Collected data
- Opening Delimiter -

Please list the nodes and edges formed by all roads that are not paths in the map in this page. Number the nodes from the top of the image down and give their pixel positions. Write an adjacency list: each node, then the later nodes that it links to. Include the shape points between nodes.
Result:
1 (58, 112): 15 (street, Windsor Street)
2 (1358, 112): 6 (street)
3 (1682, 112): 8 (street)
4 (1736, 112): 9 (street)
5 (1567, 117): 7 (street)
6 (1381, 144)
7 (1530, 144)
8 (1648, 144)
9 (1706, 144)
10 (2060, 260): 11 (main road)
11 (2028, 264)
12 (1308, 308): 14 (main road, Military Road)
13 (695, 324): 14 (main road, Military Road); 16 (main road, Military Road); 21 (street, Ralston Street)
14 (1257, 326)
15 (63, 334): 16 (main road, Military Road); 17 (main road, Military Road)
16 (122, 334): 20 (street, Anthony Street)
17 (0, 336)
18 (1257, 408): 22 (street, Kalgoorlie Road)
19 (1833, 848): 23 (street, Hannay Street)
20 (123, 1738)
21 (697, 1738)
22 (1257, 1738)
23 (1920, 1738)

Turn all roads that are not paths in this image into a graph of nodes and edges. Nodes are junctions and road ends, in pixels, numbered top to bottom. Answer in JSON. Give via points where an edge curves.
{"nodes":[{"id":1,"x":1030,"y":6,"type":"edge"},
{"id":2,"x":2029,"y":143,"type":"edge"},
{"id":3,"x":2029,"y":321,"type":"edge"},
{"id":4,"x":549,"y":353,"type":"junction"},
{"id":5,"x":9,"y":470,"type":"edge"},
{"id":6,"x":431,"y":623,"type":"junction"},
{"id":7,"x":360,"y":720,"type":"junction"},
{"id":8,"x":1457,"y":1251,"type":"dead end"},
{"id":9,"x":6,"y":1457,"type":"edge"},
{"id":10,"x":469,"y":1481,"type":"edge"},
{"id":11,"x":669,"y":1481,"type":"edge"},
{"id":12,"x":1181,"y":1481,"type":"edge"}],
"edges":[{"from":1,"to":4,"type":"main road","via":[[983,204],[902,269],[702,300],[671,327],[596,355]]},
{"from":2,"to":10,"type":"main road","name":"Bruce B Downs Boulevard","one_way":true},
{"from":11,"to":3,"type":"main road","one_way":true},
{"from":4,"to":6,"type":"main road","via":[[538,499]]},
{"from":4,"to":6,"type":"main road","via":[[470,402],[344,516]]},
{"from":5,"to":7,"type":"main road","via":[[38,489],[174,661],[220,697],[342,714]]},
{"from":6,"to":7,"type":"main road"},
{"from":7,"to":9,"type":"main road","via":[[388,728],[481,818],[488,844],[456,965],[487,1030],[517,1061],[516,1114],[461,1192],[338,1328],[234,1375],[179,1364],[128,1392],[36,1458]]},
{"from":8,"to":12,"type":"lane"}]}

- Closing Delimiter -

What is expected
Copy every entry exactly as it is given.

Answer section
Please list the nodes and edges formed by all roads that are not paths in the map in this page. Number the nodes from the top of the image down and give their pixel positions. Write an adjacency list: each node, then the later nodes that it links to. Include the shape points between nodes.
Result:
1 (58, 112): 15 (street, Windsor Street)
2 (1358, 112): 6 (street)
3 (1682, 112): 8 (street)
4 (1736, 112): 9 (street)
5 (1567, 117): 7 (street)
6 (1381, 144)
7 (1530, 144)
8 (1648, 144)
9 (1706, 144)
10 (2060, 260): 11 (main road)
11 (2028, 264)
12 (1308, 308): 14 (main road, Military Road)
13 (695, 324): 14 (main road, Military Road); 16 (main road, Military Road); 21 (street, Ralston Street)
14 (1257, 326)
15 (63, 334): 16 (main road, Military Road); 17 (main road, Military Road)
16 (122, 334): 20 (street, Anthony Street)
17 (0, 336)
18 (1257, 408): 22 (street, Kalgoorlie Road)
19 (1833, 848): 23 (street, Hannay Street)
20 (123, 1738)
21 (697, 1738)
22 (1257, 1738)
23 (1920, 1738)

Turn all roads that are not paths in this image into a graph of nodes and edges. Nodes are junctions and road ends, in pixels, numbered top to bottom. Answer in JSON. Give via points where an edge curves.
{"nodes":[{"id":1,"x":1030,"y":6,"type":"edge"},
{"id":2,"x":2029,"y":143,"type":"edge"},
{"id":3,"x":2029,"y":321,"type":"edge"},
{"id":4,"x":549,"y":353,"type":"junction"},
{"id":5,"x":9,"y":470,"type":"edge"},
{"id":6,"x":431,"y":623,"type":"junction"},
{"id":7,"x":360,"y":720,"type":"junction"},
{"id":8,"x":1457,"y":1251,"type":"dead end"},
{"id":9,"x":6,"y":1457,"type":"edge"},
{"id":10,"x":469,"y":1481,"type":"edge"},
{"id":11,"x":669,"y":1481,"type":"edge"},
{"id":12,"x":1181,"y":1481,"type":"edge"}],
"edges":[{"from":1,"to":4,"type":"main road","via":[[983,204],[902,269],[702,300],[671,327],[596,355]]},
{"from":2,"to":10,"type":"main road","name":"Bruce B Downs Boulevard","one_way":true},
{"from":11,"to":3,"type":"main road","one_way":true},
{"from":4,"to":6,"type":"main road","via":[[538,499]]},
{"from":4,"to":6,"type":"main road","via":[[470,402],[344,516]]},
{"from":5,"to":7,"type":"main road","via":[[38,489],[174,661],[220,697],[342,714]]},
{"from":6,"to":7,"type":"main road"},
{"from":7,"to":9,"type":"main road","via":[[388,728],[481,818],[488,844],[456,965],[487,1030],[517,1061],[516,1114],[461,1192],[338,1328],[234,1375],[179,1364],[128,1392],[36,1458]]},
{"from":8,"to":12,"type":"lane"}]}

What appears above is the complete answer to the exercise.